Hi, Painter!!! It is so lovely to hear from you. Thank you for checking in on me.

It is definitely a much different holiday season, but also, thankfully, one with much less drama and pain. I've been slowly figuring out what my new life might be like, and that is strange, yet also comforting. I'm creating new traditions and memories, spending time with new people. It's strange because it is so new, but comforting because it shows that life really does go on.

This year I have been slowly remembering that my happiness in the past wasn't simply a result of being married to H, therefore my happiness does not require his being in my life now.

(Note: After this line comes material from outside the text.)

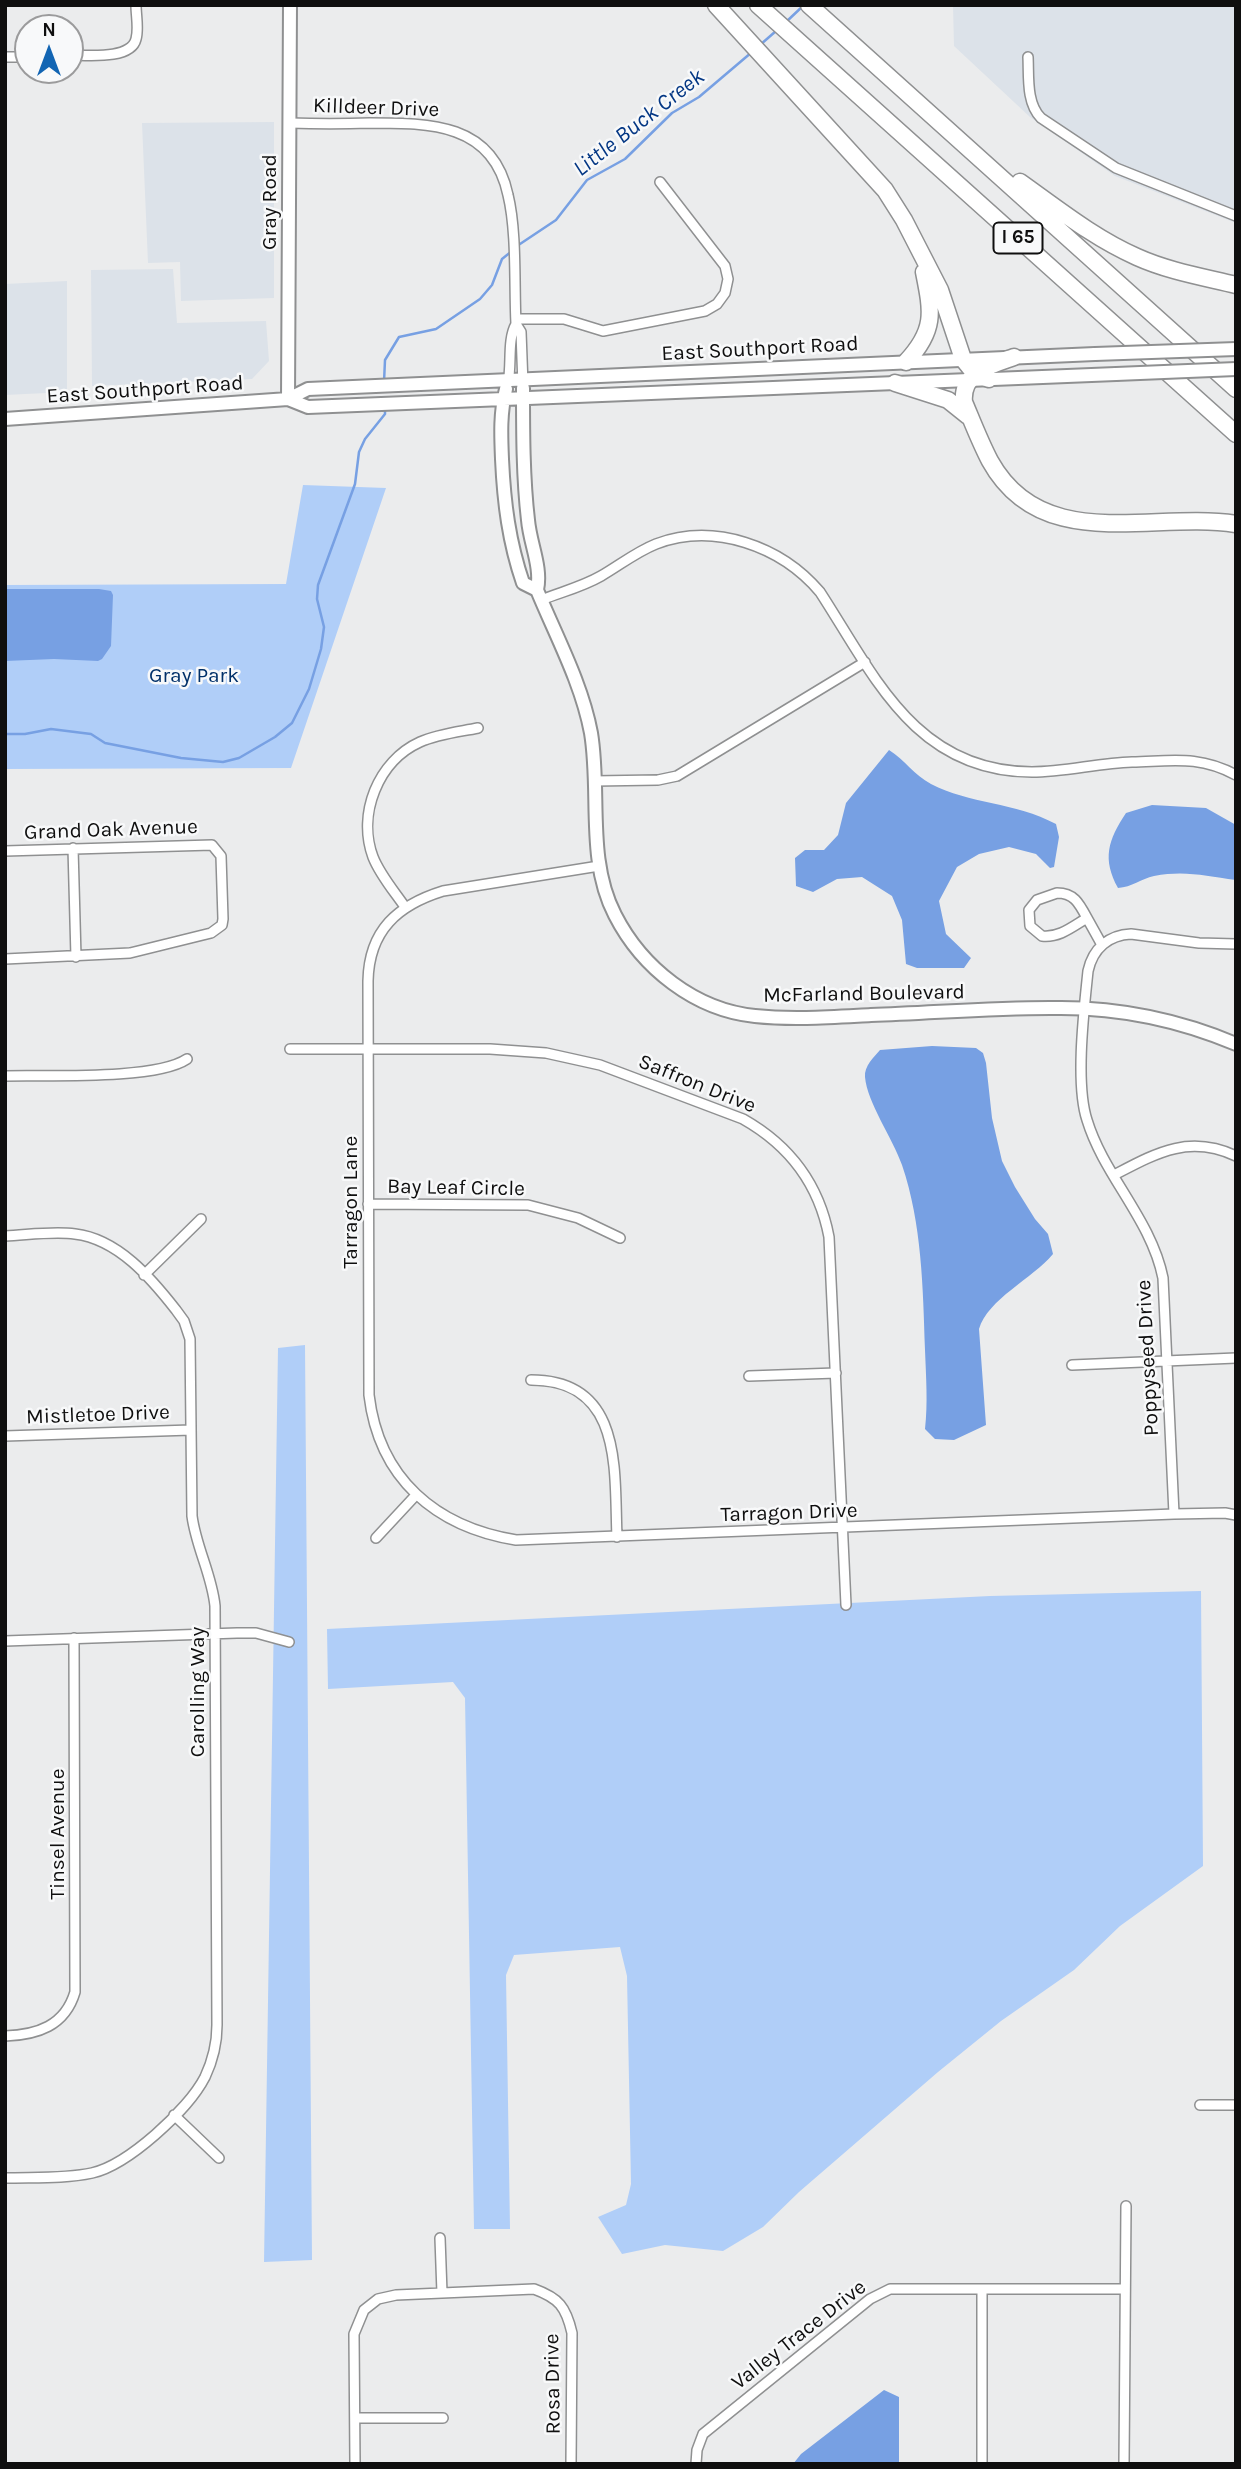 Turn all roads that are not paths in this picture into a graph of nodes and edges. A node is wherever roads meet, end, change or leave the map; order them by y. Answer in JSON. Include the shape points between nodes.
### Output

Here's something encouraging: Monday night would have been my 21st anniversary, and it was also the day I realized my WH had truly run away from home, and wasn't just staying in a hotel overnight. I was worried that I would have a tough time if it, so I set up company and activities for the whole day, from waking to bedtime, and I had an unequivocally great day! I spent it with people who care about me, doing a bunch of fun things, from making a birthday cake for my dad to spending hours making Thai curry paste and then dinner using that very Thai curry. I just had fun.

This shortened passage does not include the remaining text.